Aucune donnée n’est fournie sur le temps de conception moyen, le taux d’erreur, ou la qualité du routage avec ou sans IA. Les bénéfices perçus (productivité, accélération) sont donc déclaratifs, non mesurés. C’est un angle mort majeur de l’enquête : elle ne compare pas les workflows avec et sans IA sur des designs identiques.

Du côté des freins, l’enquête évoque un « manque de confiance » et une « courbe d’apprentissage », mais sans les chiffrer. On peut supposer que l’opacité des décisions prises par une IA (boîte noire) et la crainte de non-conformité aux normes (IPC, CEI) expliquent ces réticences. Mais là encore, ce sont des hypothèses, pas des résultats.


KiCad face à la vague IA : plugins, communautés et feuille de route

Qu’en est-il de l’écosystème KiCad, l’EDA open source préféré des makers et des professionnels ? L’enquête Weidmuller ne mentionne pas KiCad, mais on peut analyser la situation à partir des sources disponibles.

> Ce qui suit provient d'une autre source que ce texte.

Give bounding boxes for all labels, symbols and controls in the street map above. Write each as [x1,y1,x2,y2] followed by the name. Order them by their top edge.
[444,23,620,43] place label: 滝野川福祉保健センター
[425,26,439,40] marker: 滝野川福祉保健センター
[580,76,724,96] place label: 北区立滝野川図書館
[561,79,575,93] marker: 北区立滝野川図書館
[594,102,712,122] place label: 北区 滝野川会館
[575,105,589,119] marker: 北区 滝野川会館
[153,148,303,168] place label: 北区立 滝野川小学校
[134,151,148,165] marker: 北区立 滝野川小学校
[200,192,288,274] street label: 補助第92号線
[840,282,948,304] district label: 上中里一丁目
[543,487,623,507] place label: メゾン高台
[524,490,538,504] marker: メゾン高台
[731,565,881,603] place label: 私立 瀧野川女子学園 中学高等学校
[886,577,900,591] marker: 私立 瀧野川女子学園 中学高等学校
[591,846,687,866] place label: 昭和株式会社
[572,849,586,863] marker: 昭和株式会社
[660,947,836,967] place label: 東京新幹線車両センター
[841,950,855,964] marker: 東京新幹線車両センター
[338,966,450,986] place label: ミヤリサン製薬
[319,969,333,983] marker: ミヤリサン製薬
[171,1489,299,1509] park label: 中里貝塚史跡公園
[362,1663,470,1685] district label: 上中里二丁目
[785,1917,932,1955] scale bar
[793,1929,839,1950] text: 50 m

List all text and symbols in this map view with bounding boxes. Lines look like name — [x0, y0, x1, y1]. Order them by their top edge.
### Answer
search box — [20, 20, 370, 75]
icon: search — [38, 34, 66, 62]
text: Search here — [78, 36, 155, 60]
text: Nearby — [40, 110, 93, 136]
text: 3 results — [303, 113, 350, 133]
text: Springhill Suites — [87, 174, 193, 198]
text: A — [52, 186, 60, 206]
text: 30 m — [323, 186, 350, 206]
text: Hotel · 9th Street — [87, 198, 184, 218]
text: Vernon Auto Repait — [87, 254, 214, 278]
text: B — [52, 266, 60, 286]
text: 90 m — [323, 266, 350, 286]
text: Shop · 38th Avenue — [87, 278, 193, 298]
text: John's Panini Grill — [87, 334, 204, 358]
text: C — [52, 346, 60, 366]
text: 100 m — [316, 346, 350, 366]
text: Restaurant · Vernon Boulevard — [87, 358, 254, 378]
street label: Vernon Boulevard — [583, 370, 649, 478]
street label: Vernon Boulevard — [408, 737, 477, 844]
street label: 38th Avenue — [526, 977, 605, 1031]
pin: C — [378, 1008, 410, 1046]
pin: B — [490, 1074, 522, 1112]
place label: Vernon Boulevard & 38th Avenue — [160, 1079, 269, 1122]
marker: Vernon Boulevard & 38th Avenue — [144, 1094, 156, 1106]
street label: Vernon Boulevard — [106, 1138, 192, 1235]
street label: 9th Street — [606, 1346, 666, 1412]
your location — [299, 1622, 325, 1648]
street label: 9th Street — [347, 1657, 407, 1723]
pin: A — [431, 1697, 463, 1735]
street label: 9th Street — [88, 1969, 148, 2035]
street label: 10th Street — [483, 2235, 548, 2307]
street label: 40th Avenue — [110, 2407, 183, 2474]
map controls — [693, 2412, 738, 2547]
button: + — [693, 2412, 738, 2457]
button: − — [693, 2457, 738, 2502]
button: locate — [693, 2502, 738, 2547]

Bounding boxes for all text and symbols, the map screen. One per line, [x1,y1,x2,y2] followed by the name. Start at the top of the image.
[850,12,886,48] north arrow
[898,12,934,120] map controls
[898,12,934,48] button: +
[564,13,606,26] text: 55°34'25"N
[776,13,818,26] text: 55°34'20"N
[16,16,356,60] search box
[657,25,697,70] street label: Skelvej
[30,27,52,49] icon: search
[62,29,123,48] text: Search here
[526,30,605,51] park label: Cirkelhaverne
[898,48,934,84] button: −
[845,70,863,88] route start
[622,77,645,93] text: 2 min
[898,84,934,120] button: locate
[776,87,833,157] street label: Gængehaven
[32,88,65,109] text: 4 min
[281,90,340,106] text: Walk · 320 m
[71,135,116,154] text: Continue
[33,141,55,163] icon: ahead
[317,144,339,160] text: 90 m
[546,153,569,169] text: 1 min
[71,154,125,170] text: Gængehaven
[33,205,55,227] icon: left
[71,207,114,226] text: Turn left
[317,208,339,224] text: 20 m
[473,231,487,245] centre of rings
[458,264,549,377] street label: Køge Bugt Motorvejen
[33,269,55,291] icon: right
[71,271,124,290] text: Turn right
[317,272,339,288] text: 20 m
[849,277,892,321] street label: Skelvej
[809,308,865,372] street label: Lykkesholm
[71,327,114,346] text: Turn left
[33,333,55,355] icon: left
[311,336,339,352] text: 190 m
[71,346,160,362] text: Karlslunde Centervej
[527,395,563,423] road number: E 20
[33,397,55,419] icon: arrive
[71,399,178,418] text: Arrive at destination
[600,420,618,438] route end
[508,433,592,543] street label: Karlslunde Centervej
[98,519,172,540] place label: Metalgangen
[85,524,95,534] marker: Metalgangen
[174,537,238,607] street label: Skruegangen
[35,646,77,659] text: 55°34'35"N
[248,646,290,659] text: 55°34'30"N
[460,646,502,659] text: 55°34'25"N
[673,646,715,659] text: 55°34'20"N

Plugins existants : KiCad dispose d’une API Python qui permet de développer des scripts de routage, de placement et de vérification. Le projet KiCadRoutingTools sur GitHub (drandyhaas) propose un ensemble d’outils en Python/Rust pour automatiser le routage. Cependant, ces outils n’utilisent pas d’IA au sens moderne – ils implémentent des algorithmes classiques (Lee, A*, etc.). Aucun plugin grand public ne propose d’apprentissage par renforcement ou de réseau de neurones intégré.

Projets communautaires : sur les forums KiCad, quelques discussions émergent autour de l’IA, mais rien de structuré. La fondation KiCad n’a pas annoncé de fonctionnalités IA pour la version 10. Le statut de développement de KiCad V10, discuté sur le forum officiel en novembre 2025, ne mentionne pas l’IA comme priorité. Les efforts portent plutôt sur l’amélioration du moteur de routage interactif, la gestion des contraintes haute vitesse, et la stabilisation de l’API.

Outils externes : des solutions comme FreeRouting (intégrable via des scripts) ou TopoR peuvent être utilisées en complément de KiCad, mais elles ne sont pas spécifiquement conçues pour lui. L’intégration reste artisanale.

En résumé, KiCad est en retard sur la vague IA par rapport aux EDA commerciaux (Altium, Siemens Xpedition, Cadence). Mais ce retard est-il un problème ? Pour la majorité des concepteurs, les fonctionnalités IA actuelles sont encore trop immatures pour justifier un changement d’outil. KiCad mise sur la fiabilité, la transparence et le contrôle utilisateur – des valeurs qui pourraient bien devenir des atouts face à la « boîte noire » de l’IA.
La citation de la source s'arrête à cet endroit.